From the Editor

The Virtue of Collegiality

Michael L. Sherer

Michael L. Sherer

Last month in this space I wrote about “the virtue of power-sharing.” I said Lutherans should cherish their heritage of hammering out decisions in democratic, sometimes messy, ways, without entrusting the process to “experts” presuming to speak for us.

This month I want to present the other side of the coin. While Lutherans are right to cherish their independence, they invite risk when doing so. While we properly celebrate our Christian freedom, we Lutherans sometimes use that as an excuse for fracturing the church community with our Lone Ranger behavior.

Lutherans have no pope to mandate uniformity. Freeing as that can be, lack of central ecclesiastical authority leads to unintended negative consequences.

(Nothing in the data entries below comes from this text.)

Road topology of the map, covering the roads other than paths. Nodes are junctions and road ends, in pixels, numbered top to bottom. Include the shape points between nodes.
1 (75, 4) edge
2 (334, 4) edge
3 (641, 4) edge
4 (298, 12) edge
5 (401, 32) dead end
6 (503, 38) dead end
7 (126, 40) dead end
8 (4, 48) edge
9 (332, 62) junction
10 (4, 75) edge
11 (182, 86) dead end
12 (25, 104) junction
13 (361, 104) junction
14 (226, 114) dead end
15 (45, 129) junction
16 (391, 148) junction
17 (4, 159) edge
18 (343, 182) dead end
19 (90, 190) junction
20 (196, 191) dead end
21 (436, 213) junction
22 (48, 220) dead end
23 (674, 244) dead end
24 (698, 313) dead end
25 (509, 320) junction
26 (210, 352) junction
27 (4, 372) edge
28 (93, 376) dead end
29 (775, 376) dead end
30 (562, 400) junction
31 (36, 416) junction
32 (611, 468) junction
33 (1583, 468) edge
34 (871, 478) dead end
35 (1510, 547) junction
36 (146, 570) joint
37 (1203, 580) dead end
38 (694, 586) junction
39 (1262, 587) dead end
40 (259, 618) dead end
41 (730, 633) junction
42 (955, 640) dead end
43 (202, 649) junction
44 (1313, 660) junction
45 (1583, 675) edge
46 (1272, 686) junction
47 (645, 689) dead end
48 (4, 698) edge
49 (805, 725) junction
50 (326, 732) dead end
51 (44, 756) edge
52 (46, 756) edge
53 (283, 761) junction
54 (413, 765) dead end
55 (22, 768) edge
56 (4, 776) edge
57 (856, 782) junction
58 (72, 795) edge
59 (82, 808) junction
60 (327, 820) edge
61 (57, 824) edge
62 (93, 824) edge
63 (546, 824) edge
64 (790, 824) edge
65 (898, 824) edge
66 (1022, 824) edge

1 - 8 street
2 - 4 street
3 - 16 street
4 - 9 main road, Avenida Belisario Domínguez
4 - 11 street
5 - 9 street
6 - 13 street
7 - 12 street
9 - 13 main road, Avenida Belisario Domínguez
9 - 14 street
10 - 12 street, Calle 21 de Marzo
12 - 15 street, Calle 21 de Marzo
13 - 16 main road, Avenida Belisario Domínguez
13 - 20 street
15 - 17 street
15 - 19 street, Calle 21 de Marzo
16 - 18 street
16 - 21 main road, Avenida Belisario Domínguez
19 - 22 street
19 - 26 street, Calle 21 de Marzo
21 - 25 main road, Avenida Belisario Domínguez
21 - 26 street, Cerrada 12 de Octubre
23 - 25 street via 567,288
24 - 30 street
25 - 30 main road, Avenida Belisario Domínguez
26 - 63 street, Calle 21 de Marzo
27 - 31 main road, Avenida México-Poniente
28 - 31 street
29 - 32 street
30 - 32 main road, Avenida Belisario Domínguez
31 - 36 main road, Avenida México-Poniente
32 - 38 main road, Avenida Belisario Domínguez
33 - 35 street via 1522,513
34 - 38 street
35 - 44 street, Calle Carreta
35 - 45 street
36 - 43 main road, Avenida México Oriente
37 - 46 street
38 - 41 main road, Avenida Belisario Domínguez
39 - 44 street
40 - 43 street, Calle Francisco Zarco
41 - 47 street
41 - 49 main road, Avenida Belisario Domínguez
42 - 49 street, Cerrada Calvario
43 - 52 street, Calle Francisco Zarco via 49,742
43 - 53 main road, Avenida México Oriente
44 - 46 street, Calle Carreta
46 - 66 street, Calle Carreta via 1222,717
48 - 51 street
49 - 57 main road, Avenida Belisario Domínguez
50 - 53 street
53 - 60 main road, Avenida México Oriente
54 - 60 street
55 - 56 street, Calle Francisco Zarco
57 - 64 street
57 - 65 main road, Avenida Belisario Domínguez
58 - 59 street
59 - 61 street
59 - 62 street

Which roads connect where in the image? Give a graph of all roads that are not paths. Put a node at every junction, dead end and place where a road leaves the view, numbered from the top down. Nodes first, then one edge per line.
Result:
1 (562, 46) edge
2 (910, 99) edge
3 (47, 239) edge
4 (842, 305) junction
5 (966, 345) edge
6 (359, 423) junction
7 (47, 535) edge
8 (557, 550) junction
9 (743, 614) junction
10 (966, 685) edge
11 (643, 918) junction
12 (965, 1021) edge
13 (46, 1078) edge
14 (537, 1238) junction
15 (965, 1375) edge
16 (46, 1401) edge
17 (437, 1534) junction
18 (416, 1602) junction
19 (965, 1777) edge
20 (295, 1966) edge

Lutherans have a history of squabbling and splitting into factions. The spectacle of disunity is disheartening, and certainly no encouragement to those viewing our faith community from the outside.

Lutherans in the Twin Cities have been known to manifest themselves in large congregations, a phenomenon which brings with it the temptation to disregard partnerships with others in the local, district/ synod, and national expressions of the church. (There are notable positive exceptions among our large congregations.)

There is also a tendency among us in the Lutheran family to behave as though we have nothing to learn from others in the broader Christian community. While there is much to celebrate about our Lutheran distinctives, when we pretend we have cornered divine truth, we’re simply being arrogant.

Collegiality is a virtue. Lutherans in particular, and Christians in general, have not always recognized its value. “For freedom Christ has set us free,” the Apostle Paul says. But we are properly reminded that freedom dare not become an excuse for license.

During June I sat in an assembly where one speaker reminded the participants that Lutherans in Minnesota have a presence that is not reflected in a unified public voice.

The ancient Greek city-states couldn’t find a way to work together. It led to their disappearance. What will the Lutherans do?